Breuer estuvo a punto de sumirse en la desesperación, pero pronto reaccionó. "¡No! ¡Hay que desechar estos pensamientos! Friedrich tiene razón: el deber, las convenciones, la fidelidad, el desinterés, la bondad, son drogas que nos sumen en un letargo tan profundo que, si llegamos a despertar, a despertar del todo, lo hacemos al final de la vida. Y sólo para darnos cuenta de que no hemos vivido de verdad.

"Sólo tengo una vida, una vida que puede repetirse para siempre. No quiero pasarme toda la eternidad lamentando haberme perdido mientras cumplía con mi deber hacia mis hijos.

"Ésta es mi oportunidad de construir un nuevo ser sobre las cenizas de mi vieja vida! Luego, cuando lo haya hecho, encontraré la manera de regresar con mis hijos. Entonces no me tiranizarán las ideas de Mathilde sobre lo que está socialmente permitido. ¿Quién puede obstaculizar el camino de un padre hacia sus hijos? Seré como un hacha. Me abriré camino cortando las ramas hasta ellos. En cuanto al día de hoy, que Dios los ayude. Yo no puedo hacer nada. Me estoy ahogando y primero tengo que salvarme.
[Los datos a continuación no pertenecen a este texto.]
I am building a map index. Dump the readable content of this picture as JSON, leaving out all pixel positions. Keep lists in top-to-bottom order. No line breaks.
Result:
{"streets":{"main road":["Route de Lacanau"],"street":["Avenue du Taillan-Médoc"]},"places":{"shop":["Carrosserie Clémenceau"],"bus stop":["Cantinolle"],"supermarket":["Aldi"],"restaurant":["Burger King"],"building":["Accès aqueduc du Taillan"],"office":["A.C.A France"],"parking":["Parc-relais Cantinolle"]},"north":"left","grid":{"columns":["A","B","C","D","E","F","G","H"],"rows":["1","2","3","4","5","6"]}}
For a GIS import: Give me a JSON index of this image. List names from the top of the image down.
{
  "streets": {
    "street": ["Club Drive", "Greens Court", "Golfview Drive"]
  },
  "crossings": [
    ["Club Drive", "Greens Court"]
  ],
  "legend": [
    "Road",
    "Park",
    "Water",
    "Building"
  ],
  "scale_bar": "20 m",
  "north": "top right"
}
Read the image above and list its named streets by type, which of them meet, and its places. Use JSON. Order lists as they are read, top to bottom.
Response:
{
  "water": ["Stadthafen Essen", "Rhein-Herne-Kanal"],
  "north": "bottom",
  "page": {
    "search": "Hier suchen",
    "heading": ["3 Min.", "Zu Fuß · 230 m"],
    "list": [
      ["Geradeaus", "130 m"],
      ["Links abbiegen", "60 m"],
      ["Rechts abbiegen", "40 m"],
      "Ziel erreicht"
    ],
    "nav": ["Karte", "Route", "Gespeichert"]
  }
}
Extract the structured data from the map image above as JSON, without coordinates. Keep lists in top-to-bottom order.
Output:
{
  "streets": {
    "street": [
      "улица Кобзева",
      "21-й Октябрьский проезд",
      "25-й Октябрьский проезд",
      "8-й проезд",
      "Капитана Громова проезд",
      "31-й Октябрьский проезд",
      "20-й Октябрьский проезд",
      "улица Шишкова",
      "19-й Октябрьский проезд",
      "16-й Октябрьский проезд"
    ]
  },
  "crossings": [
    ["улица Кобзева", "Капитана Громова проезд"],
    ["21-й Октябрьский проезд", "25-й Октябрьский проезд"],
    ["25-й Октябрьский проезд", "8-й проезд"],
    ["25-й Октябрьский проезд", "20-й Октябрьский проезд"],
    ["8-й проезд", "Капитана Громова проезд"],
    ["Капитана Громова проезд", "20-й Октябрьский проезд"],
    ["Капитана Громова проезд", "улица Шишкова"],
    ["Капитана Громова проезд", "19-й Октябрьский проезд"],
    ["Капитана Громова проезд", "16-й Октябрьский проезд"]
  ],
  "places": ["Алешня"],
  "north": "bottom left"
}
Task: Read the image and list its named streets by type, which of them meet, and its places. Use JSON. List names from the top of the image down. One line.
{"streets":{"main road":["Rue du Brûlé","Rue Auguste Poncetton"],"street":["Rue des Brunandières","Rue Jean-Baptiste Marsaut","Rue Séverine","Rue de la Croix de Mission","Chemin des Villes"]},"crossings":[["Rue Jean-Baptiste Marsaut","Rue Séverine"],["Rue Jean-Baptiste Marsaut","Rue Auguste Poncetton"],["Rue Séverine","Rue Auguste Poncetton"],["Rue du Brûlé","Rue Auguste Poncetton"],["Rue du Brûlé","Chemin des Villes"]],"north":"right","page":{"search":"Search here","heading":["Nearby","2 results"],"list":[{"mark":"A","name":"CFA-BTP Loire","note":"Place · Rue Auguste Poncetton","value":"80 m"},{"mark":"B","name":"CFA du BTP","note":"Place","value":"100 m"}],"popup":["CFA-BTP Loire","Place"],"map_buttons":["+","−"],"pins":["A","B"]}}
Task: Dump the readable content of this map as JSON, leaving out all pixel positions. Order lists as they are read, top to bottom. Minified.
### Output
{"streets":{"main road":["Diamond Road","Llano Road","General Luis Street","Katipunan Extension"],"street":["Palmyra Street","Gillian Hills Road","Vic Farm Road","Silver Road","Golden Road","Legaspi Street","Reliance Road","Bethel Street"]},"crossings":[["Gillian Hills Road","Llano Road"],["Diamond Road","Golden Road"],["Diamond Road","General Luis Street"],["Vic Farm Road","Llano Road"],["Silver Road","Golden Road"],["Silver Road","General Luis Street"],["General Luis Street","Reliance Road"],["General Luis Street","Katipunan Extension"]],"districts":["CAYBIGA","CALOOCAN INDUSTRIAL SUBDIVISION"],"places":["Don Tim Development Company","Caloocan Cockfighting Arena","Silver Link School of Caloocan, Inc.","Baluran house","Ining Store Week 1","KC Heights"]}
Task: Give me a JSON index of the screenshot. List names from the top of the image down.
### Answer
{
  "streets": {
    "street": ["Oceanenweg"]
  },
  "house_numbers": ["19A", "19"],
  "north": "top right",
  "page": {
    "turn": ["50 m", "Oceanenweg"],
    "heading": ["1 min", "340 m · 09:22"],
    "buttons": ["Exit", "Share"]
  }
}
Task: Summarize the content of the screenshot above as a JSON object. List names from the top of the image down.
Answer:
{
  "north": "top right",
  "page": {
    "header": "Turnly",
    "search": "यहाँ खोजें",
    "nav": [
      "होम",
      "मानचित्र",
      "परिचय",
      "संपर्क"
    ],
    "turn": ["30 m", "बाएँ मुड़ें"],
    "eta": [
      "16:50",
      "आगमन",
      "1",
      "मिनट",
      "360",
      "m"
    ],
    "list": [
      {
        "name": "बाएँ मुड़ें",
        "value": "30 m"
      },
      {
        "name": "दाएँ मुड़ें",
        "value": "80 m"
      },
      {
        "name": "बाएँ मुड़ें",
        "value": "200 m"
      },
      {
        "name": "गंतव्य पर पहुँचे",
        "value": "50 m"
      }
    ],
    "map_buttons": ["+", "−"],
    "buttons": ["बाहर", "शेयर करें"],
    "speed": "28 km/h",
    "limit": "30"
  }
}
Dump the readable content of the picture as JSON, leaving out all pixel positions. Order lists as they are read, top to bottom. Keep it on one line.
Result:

“¿Y Mathilde? ¡Friedrich dice que la única forma de salvar un matrimonio consiste en romperlo! Y que es mejor quebrantarlo que dejarse quebrantar por él. Quizá el matrimonio también haya destrozado a Mathilde. Tal vez ella esté mejor sin mí. Tal vez esté tan aprisionada como yo. Lou Salomé diría eso. ¿Cómo lo expresó: que nunca se dejaría esclavizar por las debilidades de los demás? ¡Puede que mi ausencia libere a Mathilde!"

Aquella misma noche el tren llegó a Constanza. Breuer descendió y pasó la noche en un hotel modesto de la estación. Tenía que ir acostumbrándose, se dijo, a alojarse en hoteles de segunda y tercera clase. Por la mañana alquiló un coche hasta la clínica Bellevue, en Kreuzlingen. Al llegar, dijo al director, Robert Binswanger, que una inesperada consulta lo había llevado a Ginebra y que, como estaba cerca de la clínica, había decidido hacer una visita a su ex paciente, Fräulein Pappenheim.

No había nada extraño en su petición: en Bellevue, todo el mundo estaba al corriente de la amistad de Breuer con Ludwig Binswanger, el anterior director (y padre del actual), que acababa de fallecer. El doctor Binswanger respondió que mandaría de inmediato a buscar a Fräulein Pappenheim.